No falta tampoco en Autobiografía el relato de las calles de La Coruña –donde vivieron los Villalonga durante la niñez del escritor–, o el ambiente intelectual de Palma de Mallorca: las tertulias literarias, las fiestas sociales, las disputas entre regionalistas y centralistas, entre liberales y conservadores, entre monárquicos y republicanos –«Yo era un viejo monárquico y aquella republiquita con himno de Riego me tenía muy agriado»–, ni los personajes que pueblan esa atmósfera. Por entre las páginas del libro (re)viven de nuevo Emilia Pardo Bazán, vecina de la familia, de quien recuerda «la tez amelocotonada […] ya en su avanzada cuarentena, y la majestuosa amabilidad con que [le] daba a besar su mano regordeta»; el escritor liberal Gabriel Alomar y por ello «pariente maldito de la familia»; el dramaturgo Jacinto Grau; las visitas a la isla de las escritoras Emilia Bernal, «mujer peligrosa, algo así como una nueva George Sand», o la argentina Silvina Ocampo, quien llegó a escribir un libro titulado Mallorca. Prosa y verso. Pero, sobre todos ellos, la presencia continua de su hermano Llorenç, compañero de juegos, estudios y componendas literarias, como la de la revista Brisas, de Palma.

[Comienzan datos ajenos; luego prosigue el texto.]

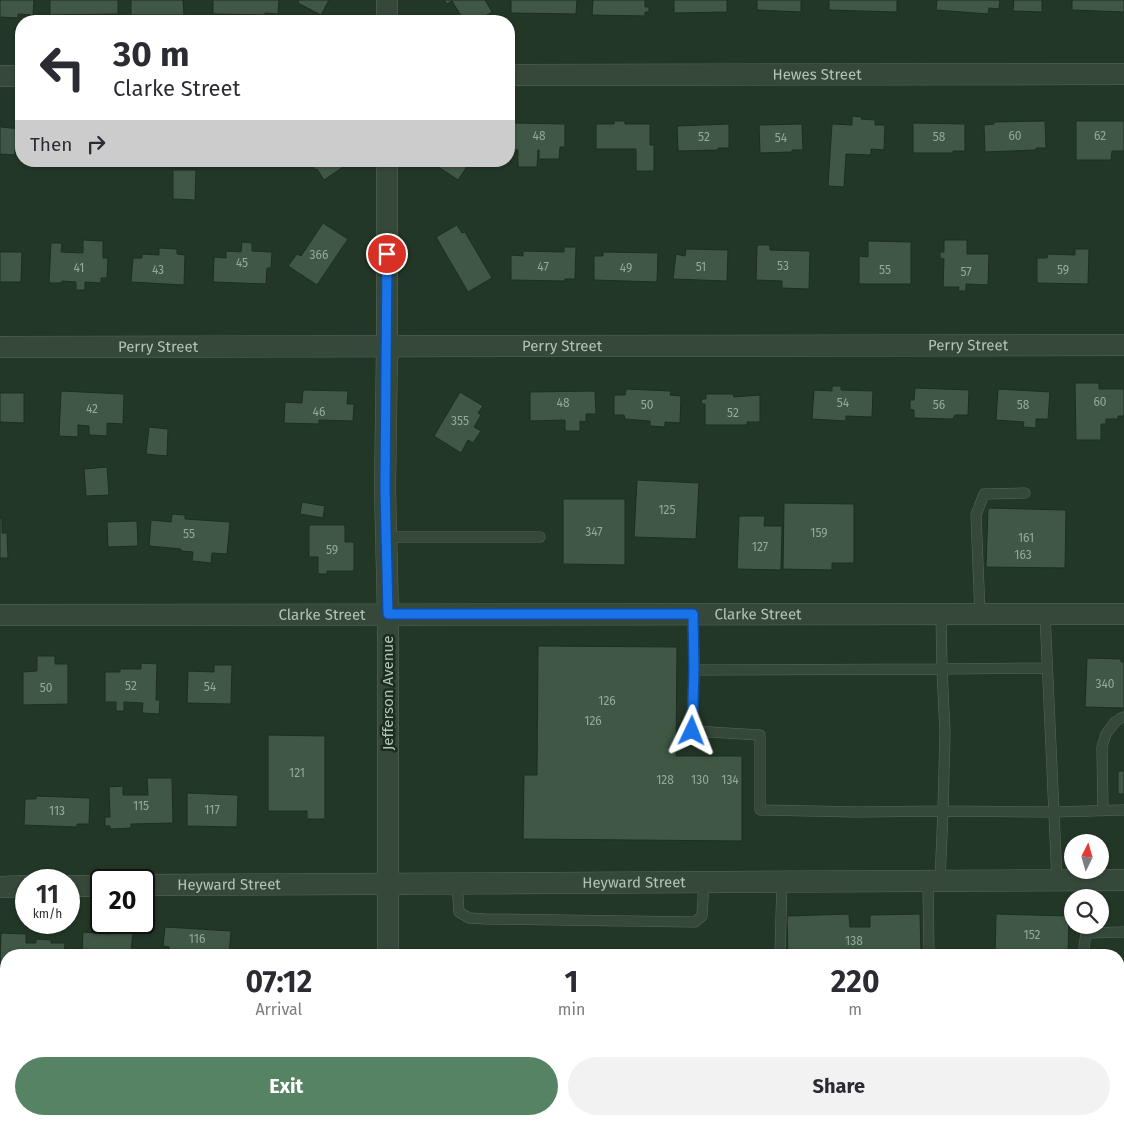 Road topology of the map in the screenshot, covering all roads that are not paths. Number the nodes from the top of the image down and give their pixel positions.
1 (387, 0) edge
2 (387, 15) edge
3 (1124, 74) edge
4 (515, 75) edge
5 (0, 76) edge
6 (15, 76) edge
7 (387, 167) edge
8 (1124, 346) edge
9 (0, 347) edge
10 (387, 347) junction
11 (1025, 493) dead end
12 (386, 536) junction
13 (540, 537) dead end
14 (388, 614) junction
15 (693, 614) junction
16 (941, 614) junction
17 (980, 614) junction
18 (1045, 614) junction
19 (1124, 614) edge
20 (0, 615) edge
21 (1047, 668) junction
22 (942, 669) junction
23 (694, 670) junction
24 (1124, 717) edge
25 (1124, 810) edge
26 (943, 811) junction
27 (1103, 811) junction
28 (1054, 812) junction
29 (1056, 880) junction
30 (1124, 880) edge
31 (934, 881) junction
32 (704, 882) junction
33 (782, 882) junction
34 (388, 883) junction
35 (457, 883) junction
36 (15, 886) edge
37 (155, 886) edge
38 (0, 887) edge
39 (1124, 932) edge
40 (388, 949) edge
41 (780, 949) edge
42 (929, 949) edge
43 (1083, 949) edge

1 - 2 street
3 - 4 street, Hewes Street
5 - 6 street
7 - 10 street, Jefferson Avenue
8 - 10 street, Perry Street
9 - 10 street, Perry Street
10 - 12 street, Jefferson Avenue
11 - 17 lane
12 - 13 lane
12 - 14 street, Jefferson Avenue
14 - 15 street, Clarke Street
14 - 20 street, Clarke Street
14 - 34 street, Jefferson Avenue
15 - 16 street, Clarke Street
15 - 23 lane
16 - 17 street, Clarke Street
16 - 22 lane
17 - 18 street, Clarke Street
18 - 19 street, Clarke Street
18 - 21 lane
21 - 22 lane
21 - 28 lane
22 - 23 lane
22 - 26 lane
23 - 26 lane
24 - 27 lane
25 - 27 lane
26 - 28 lane
26 - 31 lane
27 - 28 lane
28 - 29 lane
29 - 30 street, Heyward Street
29 - 31 street, Heyward Street
31 - 33 street, Heyward Street
31 - 42 lane
32 - 33 street, Heyward Street
32 - 35 street, Heyward Street
32 - 35 lane
33 - 41 lane
34 - 35 street, Heyward Street
34 - 37 street, Heyward Street
34 - 40 street, Jefferson Avenue
36 - 38 street
39 - 43 lane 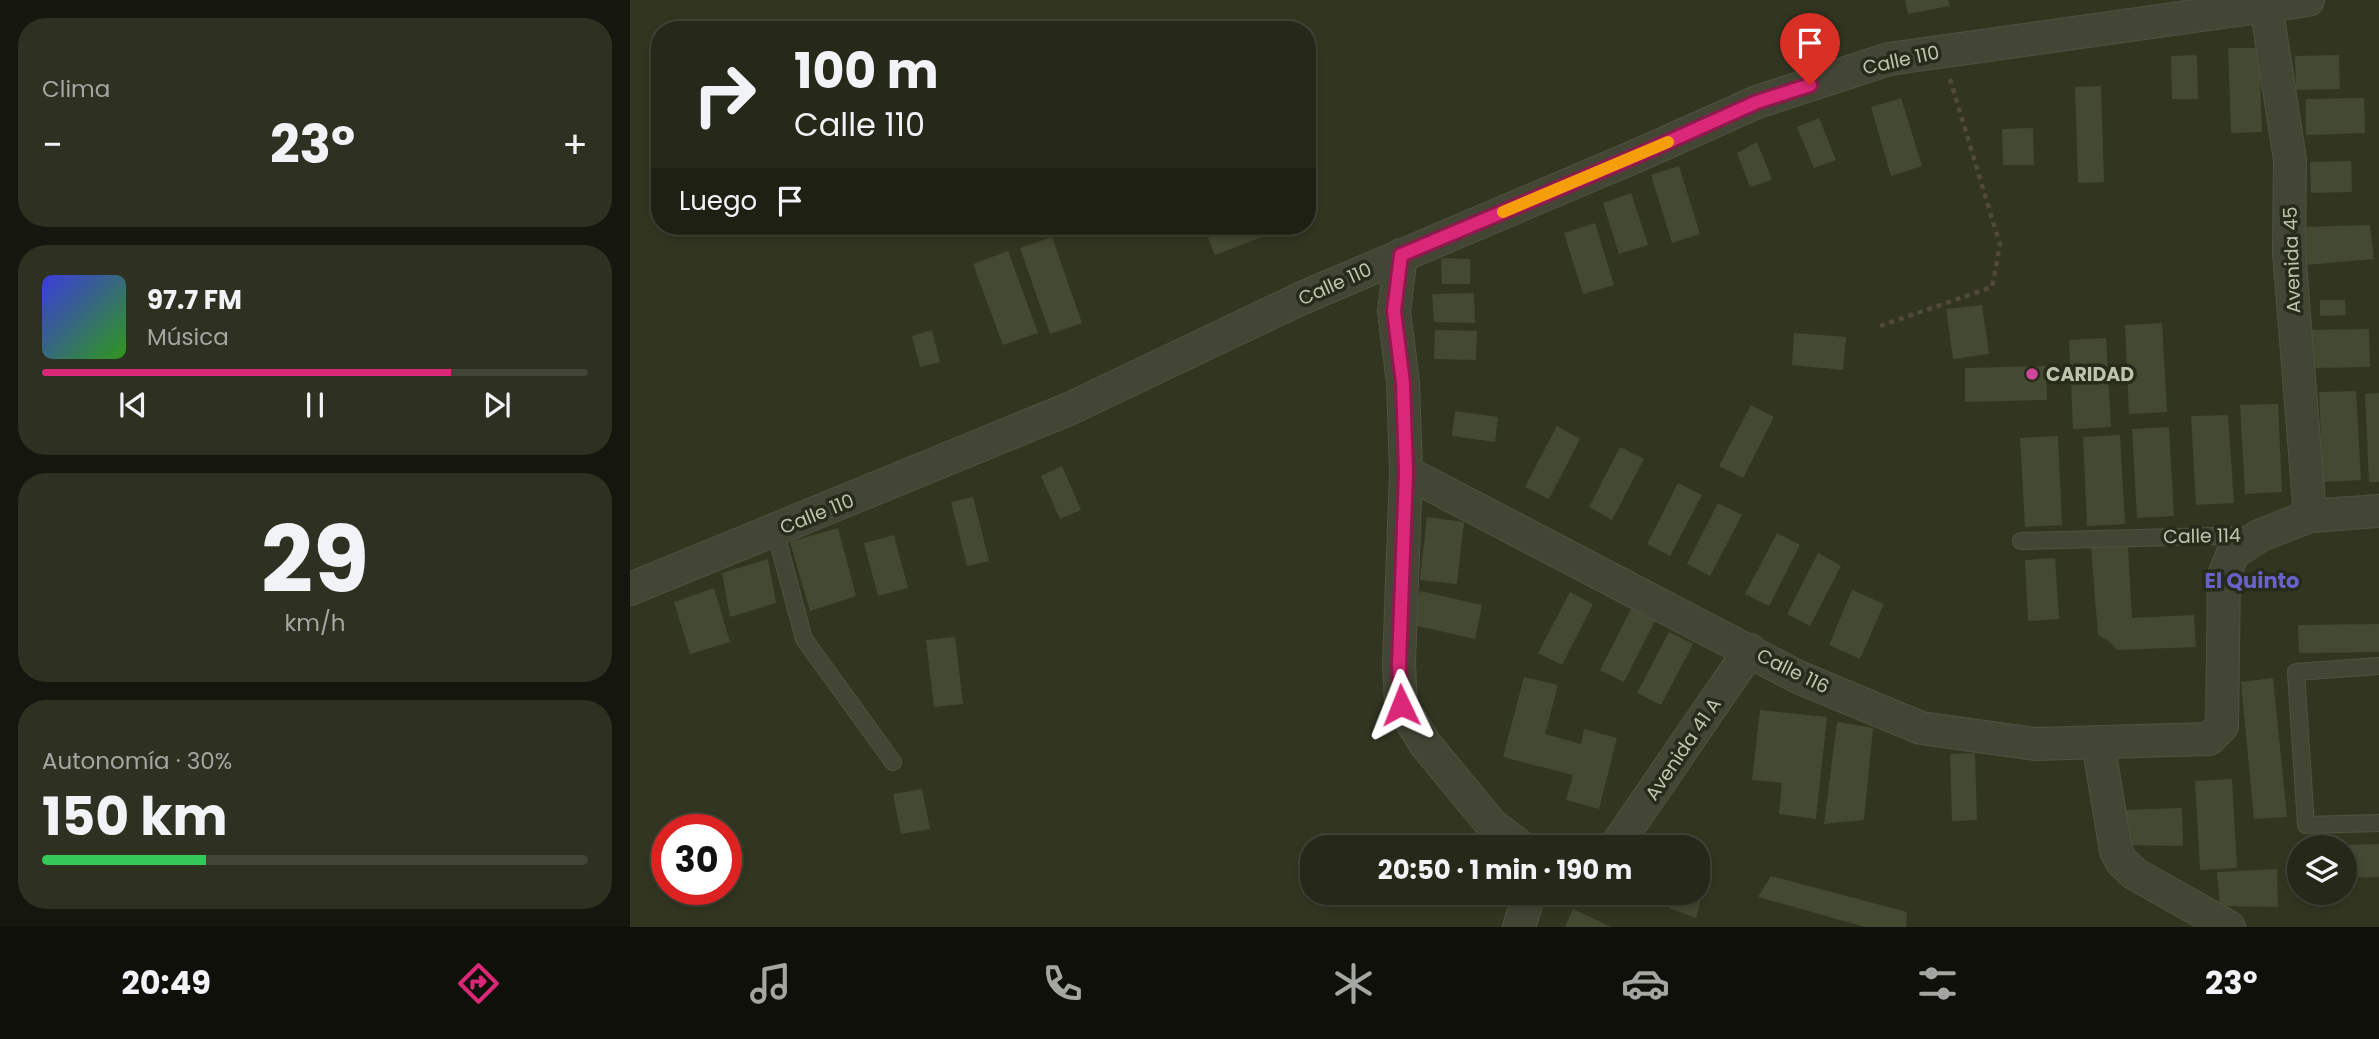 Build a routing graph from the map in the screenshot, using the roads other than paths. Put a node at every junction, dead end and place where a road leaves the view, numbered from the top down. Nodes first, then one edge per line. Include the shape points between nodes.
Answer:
1 (2308, 0) edge
2 (2266, 5) junction
3 (1401, 255) junction
4 (1406, 472) junction
5 (2379, 511) edge
6 (2310, 516) junction
7 (775, 531) junction
8 (2261, 535) junction
9 (2021, 541) dead end
10 (630, 589) edge
11 (1751, 650) junction
12 (2379, 666) edge
13 (2098, 743) junction
14 (893, 762) dead end
15 (2379, 822) edge
16 (1505, 835) edge
17 (1623, 835) edge
18 (1526, 905) edge
19 (1519, 927) edge
20 (2229, 927) edge

1 - 2 street, Calle 110
2 - 3 street, Calle 110 via 1889,59 1757,102
2 - 6 street, Avenida 45 via 2290,160 2289,252
3 - 4 street via 1394,311 1403,383
3 - 7 street, Calle 110 via 1069,409
4 - 11 street, Calle 116
4 - 16 street via 1401,705 1426,745
5 - 6 street, Calle 114
6 - 8 street, Calle 114
7 - 10 street, Calle 110
7 - 14 lane via 804,639
8 - 9 lane, Calle 114
8 - 13 street, Calle 116 via 2233,552 2224,575 2222,726 2209,739
11 - 13 street, Calle 116 via 1798,677 1921,728 2035,744
11 - 17 street, Avenida 41 A
12 - 15 lane via 2296,672 2306,825
13 - 20 street via 2116,851 2122,862 2135,874
18 - 19 street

Son memorables también los capítulos consagrados a la otra gran dedicación del escritor, la castrense, como los de la guerra con Marruecos, donde estuvo destinado a comienzos de la década de los veinte, en la recuperación de Annual, páginas antológicas que merecerían figurar junto a las de otros escritores que, asimismo, recogieron literariamente el conflicto: Sender en Imán, José Díaz Fernández en El blocao o Antonio Espina en el relato «Xelfa, carne de cera», de Pájaro Pinto. De nuevo, y soslayando sutilmente lo personal, la importancia del recuerdo radica en la magistral presentación de ambientes y personajes, los cuales adquieren tal catadura que se dirían cercanos a la ficción. No en vano señala Villalonga, en el último tramo de sus memorias, cuidándose quizá de los lectores y críticos excesivamente rigoristas, «que el amaño de Autobiografía que presento (todo él de mentiras leves –y aun aleves– salpicado) carece en absoluto de exactitud».

Para un hombre de acción como Miguel Villalonga, Garcilaso moderno que encarnó como pocos la lección quijotesca de «las armas y las letras», acuciado por su habitual misantropía, el derrumbe de la realidad que le tocó vivir fue un proceso de decepción, y su Autobiografía el intento último de rescatarla de los escombros para salvar los recuerdos con el barniz de una prosa inteligente y delicada pero, sobre todo, con una mirada a menudo irónica, pero siempre apasionada y orgullosa.